Nationstar Mortgage was upgraded from “neutral” to “buy” by Sterne Agee with a price target of $42.00.
Here is a timeline of Nationstar’s recovery:
· In May, the company was downgraded by Jeffries, moving it from “buy” to “hold” with a price target of $32. According to Jeffries, Nationstar was downgraded because of “our revised servicing margins, UPB growth, and gain of sale margin assumptions.”
· In June, Nationstar sold mortgages originated by the company to Citigroup, who securtized the loans while Nationstar did most of the servicing. Furthermore, the company announced that it would slowly exit the reverse mortgage origination business.
· Not long after selling the mortgages to Citi, Nationstar was identified as the nonbank special servicer that was able to breach Fannie Mae’s minimum capital requirement for servicers after it was able to execute more than 300 MSR transfers in the last three years, amounting to around $400 billion in servicing.

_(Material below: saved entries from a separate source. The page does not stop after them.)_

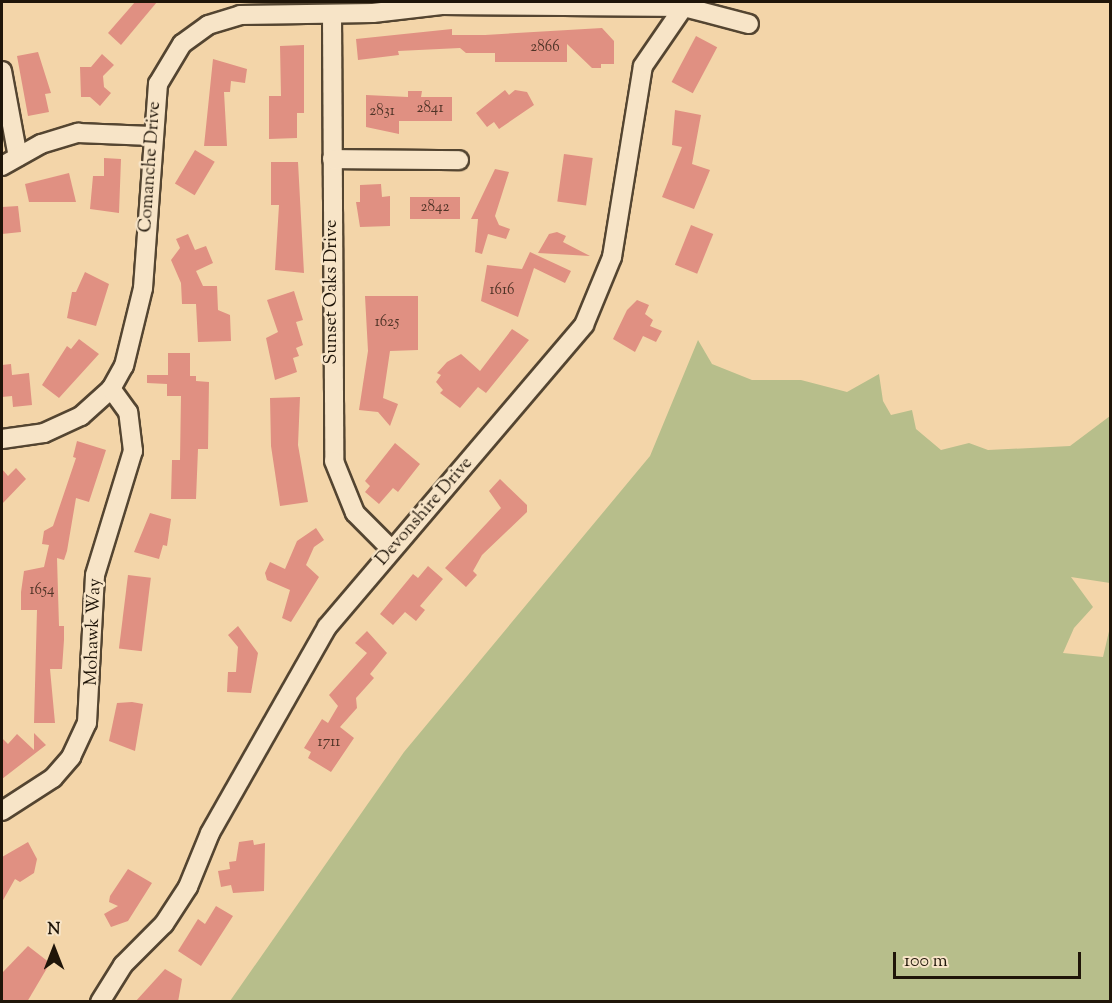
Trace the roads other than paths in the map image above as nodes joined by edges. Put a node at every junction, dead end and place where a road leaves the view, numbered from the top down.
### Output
1 (686, 4) edge
2 (332, 14) junction
3 (749, 24) dead end
4 (2, 71) edge
5 (152, 136) junction
6 (332, 159) junction
7 (459, 160) dead end
8 (10, 161) edge
9 (111, 389) junction
10 (2, 439) edge
11 (392, 550) junction
12 (2, 811) edge
13 (100, 1002) edge

1 - 2 street, Comanche Drive
1 - 3 street, Comanche Drive
1 - 11 street, Devonshire Drive
2 - 5 street, Comanche Drive
2 - 6 street, Sunset Oaks Drive
4 - 8 street
5 - 8 street
5 - 9 street, Comanche Drive
6 - 7 street
6 - 11 street, Sunset Oaks Drive
9 - 10 street, Comanche Drive
9 - 12 street, Mohawk Way
11 - 13 street, Devonshire Drive

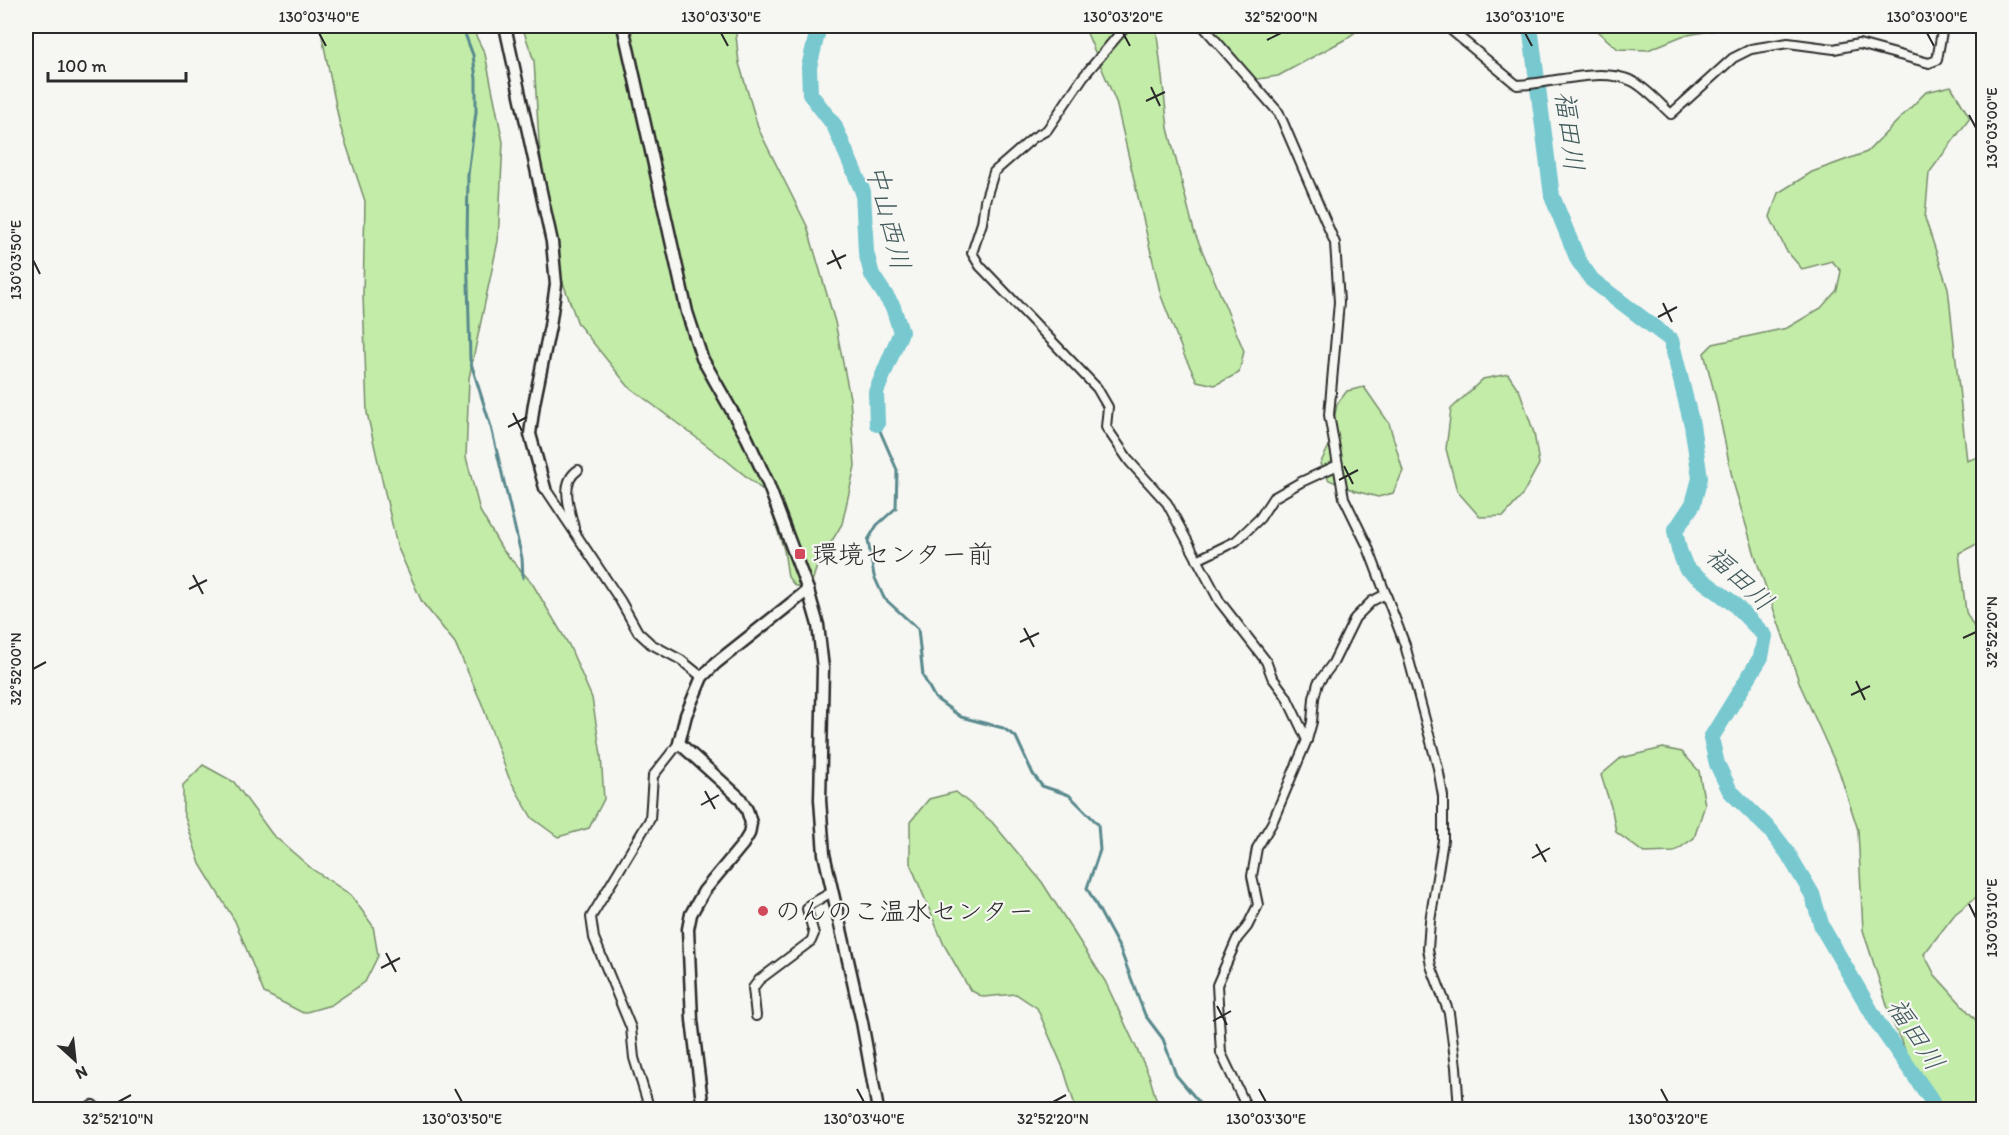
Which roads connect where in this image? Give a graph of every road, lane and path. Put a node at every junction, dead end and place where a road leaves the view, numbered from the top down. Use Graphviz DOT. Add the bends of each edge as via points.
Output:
graph roads {
  1 [pos="505,26"];
  2 [pos="623,26"];
  3 [pos="1126,26"];
  4 [pos="1203,26"];
  5 [pos="1446,26"];
  6 [pos="1943,26"];
  7 [pos="1338,465"];
  8 [pos="578,470"];
  9 [pos="545,488"];
  10 [pos="575,533"];
  11 [pos="1197,560"];
  12 [pos="808,590"];
  13 [pos="1386,594"];
  14 [pos="702,677"];
  15 [pos="1307,740"];
  16 [pos="679,743"];
  17 [pos="832,892"];
  18 [pos="756,1016"];
  19 [pos="85,1110"];
  20 [pos="99,1110"];
  21 [pos="650,1110"];
  22 [pos="703,1110"];
  23 [pos="879,1110"];
  24 [pos="1248,1110"];
  25 [pos="1459,1110"];
  1 -- 9 [label="street" via="549,231 556,284 530,434"];
  2 -- 12 [label="street" via="687,312 702,358 767,481"];
  3 -- 11 [label="street" via="1083,77 1047,130 994,172 972,253 980,267 1097,388 1108,407 1106,427 1130,462 1167,503"];
  4 -- 7 [label="street" via="1279,113 1335,243 1339,302 1329,415"];
  5 -- 6 [label="street" via="1517,85 1615,76 1633,81 1671,114 1733,58 1751,49 1788,43 1834,49 1859,44 1929,63 1937,60"];
  7 -- 11 [label="street" via="1273,498 1236,542"];
  7 -- 13 [label="street" via="1344,498"];
  8 -- 10 [label="street" via="567,484"];
  9 -- 10 [label="street"];
  10 -- 14 [label="street" via="638,632"];
  11 -- 15 [label="street" via="1220,602 1266,661"];
  12 -- 14 [label="street"];
  12 -- 17 [label="street" via="818,625 823,668 821,823"];
  13 -- 15 [label="street" via="1372,601 1355,618 1333,663 1318,683"];
  13 -- 25 [label="street" via="1405,645 1443,796 1443,840 1428,949 1449,1013"];
  14 -- 16 [label="street"];
  15 -- 24 [label="street" via="1272,823 1257,848 1252,876 1258,905 1237,939 1217,985 1221,1053"];
  16 -- 21 [label="street" via="653,776 650,819 591,917 594,938 631,1028 634,1059"];
  16 -- 22 [label="street" via="740,798 751,823 743,844 704,891 691,914 688,929 692,1020"];
  17 -- 18 [label="street" via="807,909 814,934 811,941 753,988"];
  17 -- 23 [label="street"];
  19 -- 20 [label="street" via="93,1105"];
}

· In August, HousingWire reported that Nationstar, among other nonbanks, received downgrades from several companies including Wells Fargo and Forbes, which further emphasized its “hold” status.

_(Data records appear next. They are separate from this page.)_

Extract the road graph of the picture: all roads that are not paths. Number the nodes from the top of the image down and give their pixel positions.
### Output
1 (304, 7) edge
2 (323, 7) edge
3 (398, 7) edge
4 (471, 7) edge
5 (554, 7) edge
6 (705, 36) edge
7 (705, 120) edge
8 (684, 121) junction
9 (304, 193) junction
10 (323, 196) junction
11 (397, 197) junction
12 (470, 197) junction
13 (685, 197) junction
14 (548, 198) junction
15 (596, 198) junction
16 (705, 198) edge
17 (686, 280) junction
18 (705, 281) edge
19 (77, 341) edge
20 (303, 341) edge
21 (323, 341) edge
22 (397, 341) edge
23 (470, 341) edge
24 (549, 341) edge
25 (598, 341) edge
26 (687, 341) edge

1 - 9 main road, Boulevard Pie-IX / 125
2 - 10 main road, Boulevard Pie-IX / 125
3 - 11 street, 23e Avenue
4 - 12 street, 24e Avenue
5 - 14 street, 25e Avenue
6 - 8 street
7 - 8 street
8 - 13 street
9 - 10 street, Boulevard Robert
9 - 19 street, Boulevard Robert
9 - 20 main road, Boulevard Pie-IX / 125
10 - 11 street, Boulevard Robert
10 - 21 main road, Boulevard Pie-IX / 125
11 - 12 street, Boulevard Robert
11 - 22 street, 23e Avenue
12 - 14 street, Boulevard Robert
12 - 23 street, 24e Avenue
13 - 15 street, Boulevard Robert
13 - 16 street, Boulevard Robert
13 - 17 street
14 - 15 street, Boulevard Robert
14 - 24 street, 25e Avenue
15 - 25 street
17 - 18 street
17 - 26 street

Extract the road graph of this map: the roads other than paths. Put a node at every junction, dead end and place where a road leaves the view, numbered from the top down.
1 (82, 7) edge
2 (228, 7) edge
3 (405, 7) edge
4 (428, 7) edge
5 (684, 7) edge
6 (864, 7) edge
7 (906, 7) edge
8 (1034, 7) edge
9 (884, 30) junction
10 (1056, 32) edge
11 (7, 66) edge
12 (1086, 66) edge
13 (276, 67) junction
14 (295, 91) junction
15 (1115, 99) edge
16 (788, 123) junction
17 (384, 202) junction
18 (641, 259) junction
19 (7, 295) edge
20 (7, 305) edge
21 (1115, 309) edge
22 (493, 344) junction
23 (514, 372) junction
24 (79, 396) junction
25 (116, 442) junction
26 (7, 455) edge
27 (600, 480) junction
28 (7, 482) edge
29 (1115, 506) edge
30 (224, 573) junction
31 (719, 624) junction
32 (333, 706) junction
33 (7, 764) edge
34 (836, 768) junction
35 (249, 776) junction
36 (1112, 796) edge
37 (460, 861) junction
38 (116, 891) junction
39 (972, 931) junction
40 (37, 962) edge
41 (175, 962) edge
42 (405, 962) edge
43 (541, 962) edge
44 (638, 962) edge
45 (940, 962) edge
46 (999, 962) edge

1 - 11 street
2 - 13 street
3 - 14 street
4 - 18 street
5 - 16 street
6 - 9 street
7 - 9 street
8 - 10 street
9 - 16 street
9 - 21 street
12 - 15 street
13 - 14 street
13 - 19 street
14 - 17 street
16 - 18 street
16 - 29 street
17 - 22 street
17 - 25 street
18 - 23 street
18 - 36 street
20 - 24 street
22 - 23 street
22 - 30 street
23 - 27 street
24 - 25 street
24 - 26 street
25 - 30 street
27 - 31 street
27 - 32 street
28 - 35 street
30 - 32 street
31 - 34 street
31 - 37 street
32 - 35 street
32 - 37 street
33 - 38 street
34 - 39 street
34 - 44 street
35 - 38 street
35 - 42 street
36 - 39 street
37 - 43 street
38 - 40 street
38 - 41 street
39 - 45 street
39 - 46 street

· While regulatory pressure from Wall Street against nonbanks like Ocwen Financial continued, Nationstar was seemingly untouched. In the midst of Wall Street’s skepticism, Nationstar reported second-quarter profits of $67 million, a 174% increase over the first quarter, and completed its exit out of the reverse mortgage origination business.
According to Nationstar's spokesman, John Hoffman, the company had become one of the largest mortgage servicers in the U.S., boasting a reverse mortgage portfolio of $28.9 billion UPB as of March 31, 2014.